═══ DATASET RECORDS ═══
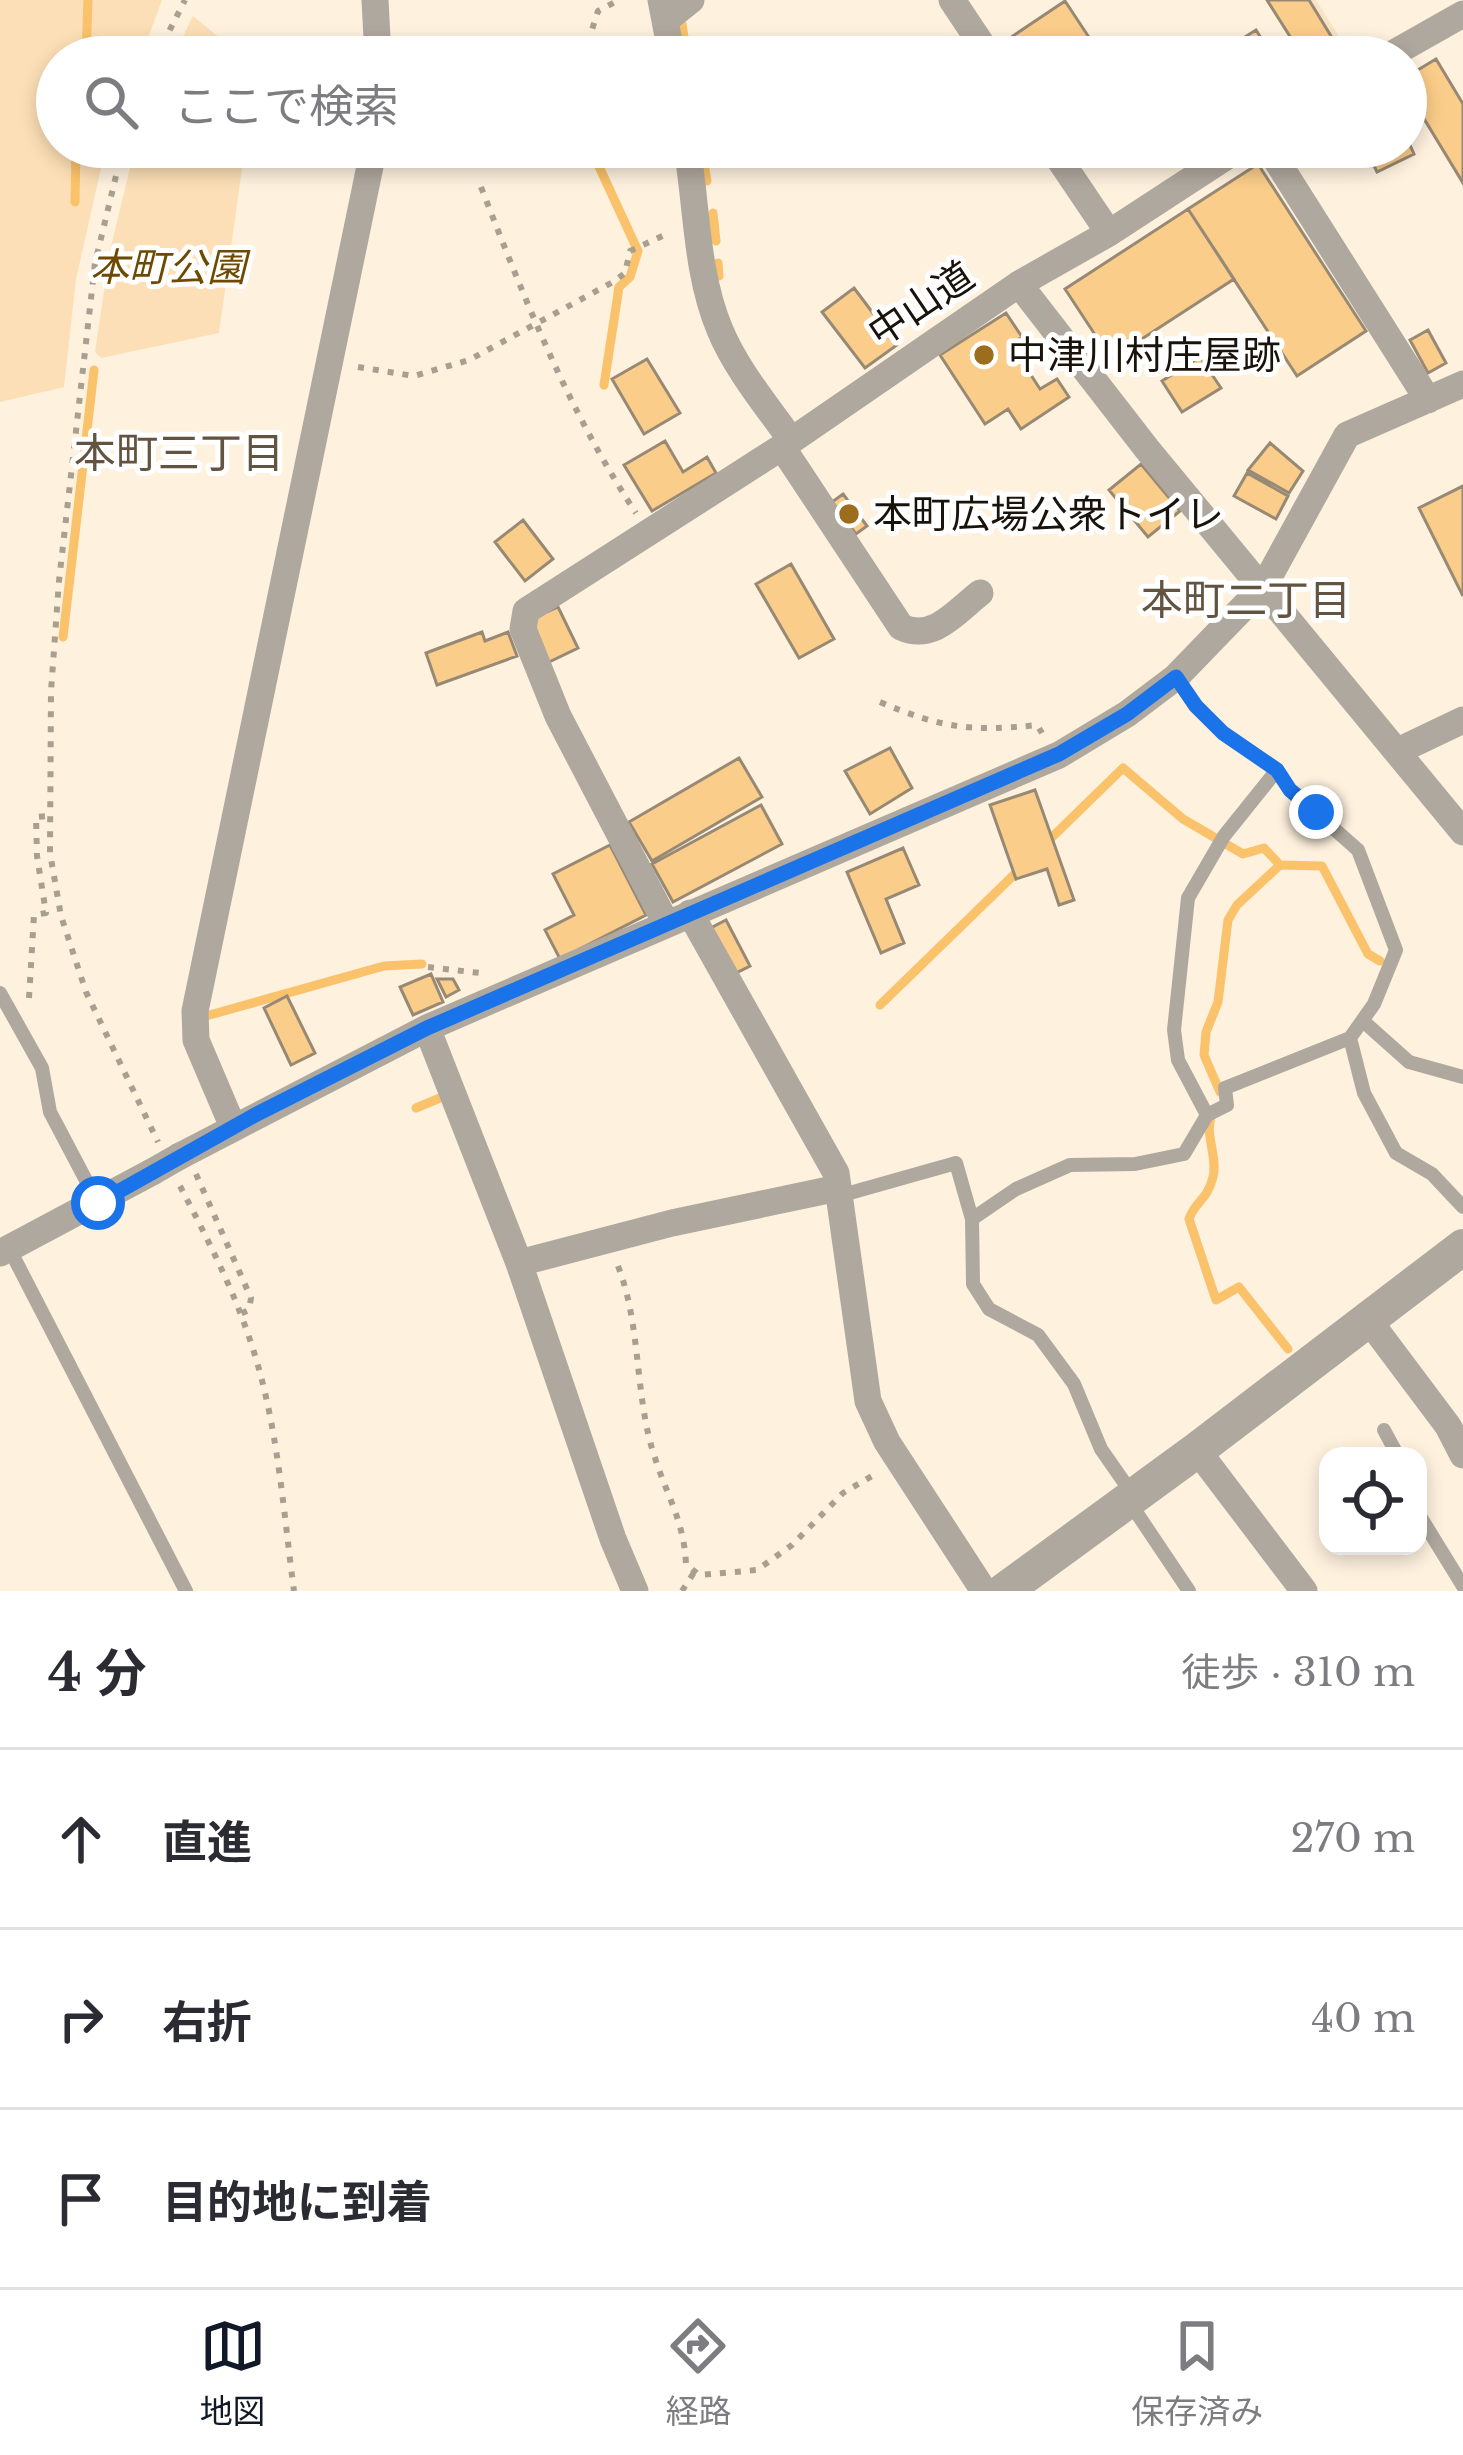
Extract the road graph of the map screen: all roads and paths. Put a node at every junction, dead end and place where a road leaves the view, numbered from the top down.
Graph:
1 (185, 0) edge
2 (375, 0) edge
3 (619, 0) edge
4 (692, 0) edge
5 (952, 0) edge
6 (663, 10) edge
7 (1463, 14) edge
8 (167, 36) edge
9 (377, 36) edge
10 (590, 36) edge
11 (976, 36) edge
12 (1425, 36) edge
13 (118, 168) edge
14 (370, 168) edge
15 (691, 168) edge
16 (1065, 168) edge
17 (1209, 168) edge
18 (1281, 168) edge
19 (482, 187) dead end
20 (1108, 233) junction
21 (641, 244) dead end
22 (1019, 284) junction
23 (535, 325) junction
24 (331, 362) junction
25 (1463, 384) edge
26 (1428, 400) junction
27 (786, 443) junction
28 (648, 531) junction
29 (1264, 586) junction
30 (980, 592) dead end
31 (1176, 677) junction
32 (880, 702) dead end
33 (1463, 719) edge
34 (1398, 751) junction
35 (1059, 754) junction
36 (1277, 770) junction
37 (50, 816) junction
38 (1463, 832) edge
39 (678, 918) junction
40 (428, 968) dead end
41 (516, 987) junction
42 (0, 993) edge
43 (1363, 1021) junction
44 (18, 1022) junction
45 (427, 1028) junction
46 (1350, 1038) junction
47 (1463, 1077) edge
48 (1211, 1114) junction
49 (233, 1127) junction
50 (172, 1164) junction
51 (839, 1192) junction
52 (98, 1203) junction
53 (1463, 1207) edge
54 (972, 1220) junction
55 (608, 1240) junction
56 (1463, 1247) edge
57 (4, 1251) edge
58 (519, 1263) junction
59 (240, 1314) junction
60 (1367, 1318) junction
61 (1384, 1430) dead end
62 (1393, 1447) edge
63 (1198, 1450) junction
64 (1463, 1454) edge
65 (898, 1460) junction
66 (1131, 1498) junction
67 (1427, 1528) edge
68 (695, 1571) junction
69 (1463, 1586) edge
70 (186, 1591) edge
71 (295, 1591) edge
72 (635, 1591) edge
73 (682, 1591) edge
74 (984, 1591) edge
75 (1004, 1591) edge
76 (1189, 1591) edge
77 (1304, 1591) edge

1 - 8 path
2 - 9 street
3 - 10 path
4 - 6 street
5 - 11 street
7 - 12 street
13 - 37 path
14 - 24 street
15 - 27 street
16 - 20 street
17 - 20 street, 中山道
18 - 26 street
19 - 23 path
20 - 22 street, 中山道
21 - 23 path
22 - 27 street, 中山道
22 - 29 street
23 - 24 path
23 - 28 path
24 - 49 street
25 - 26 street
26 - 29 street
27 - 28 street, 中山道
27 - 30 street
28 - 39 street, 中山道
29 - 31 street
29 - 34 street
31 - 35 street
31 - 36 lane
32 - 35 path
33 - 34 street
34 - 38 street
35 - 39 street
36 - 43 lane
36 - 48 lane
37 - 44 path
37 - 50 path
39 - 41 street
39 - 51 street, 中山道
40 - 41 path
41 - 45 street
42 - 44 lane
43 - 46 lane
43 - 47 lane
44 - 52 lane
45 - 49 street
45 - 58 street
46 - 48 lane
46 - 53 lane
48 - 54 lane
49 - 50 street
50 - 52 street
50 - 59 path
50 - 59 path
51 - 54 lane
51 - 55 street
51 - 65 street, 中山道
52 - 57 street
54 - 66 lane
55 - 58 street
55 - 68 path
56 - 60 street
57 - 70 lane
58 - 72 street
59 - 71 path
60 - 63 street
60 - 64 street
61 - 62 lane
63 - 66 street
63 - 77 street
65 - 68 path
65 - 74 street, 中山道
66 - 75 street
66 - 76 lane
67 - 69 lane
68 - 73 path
═══
═══ DATASET RECORDS ═══
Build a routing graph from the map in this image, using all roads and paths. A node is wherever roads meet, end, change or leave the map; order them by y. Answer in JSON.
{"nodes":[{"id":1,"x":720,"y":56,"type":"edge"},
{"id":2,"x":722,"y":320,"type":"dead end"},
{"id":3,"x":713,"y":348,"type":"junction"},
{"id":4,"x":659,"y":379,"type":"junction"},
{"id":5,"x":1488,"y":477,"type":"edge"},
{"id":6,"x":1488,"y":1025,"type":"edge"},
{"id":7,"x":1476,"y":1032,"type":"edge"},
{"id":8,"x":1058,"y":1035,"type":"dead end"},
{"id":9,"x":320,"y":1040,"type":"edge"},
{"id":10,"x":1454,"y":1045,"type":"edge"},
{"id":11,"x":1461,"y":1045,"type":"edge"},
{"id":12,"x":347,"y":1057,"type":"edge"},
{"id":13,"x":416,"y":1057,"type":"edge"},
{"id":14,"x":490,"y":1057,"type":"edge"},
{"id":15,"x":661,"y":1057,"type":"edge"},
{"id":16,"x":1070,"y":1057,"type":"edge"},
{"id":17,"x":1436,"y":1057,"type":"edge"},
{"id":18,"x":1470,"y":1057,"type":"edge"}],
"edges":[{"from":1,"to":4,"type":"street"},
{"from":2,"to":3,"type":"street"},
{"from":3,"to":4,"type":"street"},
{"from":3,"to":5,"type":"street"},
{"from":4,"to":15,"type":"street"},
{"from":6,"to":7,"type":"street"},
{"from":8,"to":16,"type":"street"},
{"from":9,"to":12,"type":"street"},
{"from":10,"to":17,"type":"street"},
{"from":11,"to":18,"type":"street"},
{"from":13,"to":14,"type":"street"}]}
═══
▶ _TASK REQUIREMENTS_
Within the data above, pick out all lines holding the word "roads".

▶ _SOLUTION_
Extract the road graph of the map screen: all roads and paths. Put a node at every junction, dead end and place where a road leaves the view, numbered from the top down.
Build a routing graph from the map in this image, using all roads and paths. A node is wherever roads meet, end, change or leave the map; order them by y. Answer in JSON.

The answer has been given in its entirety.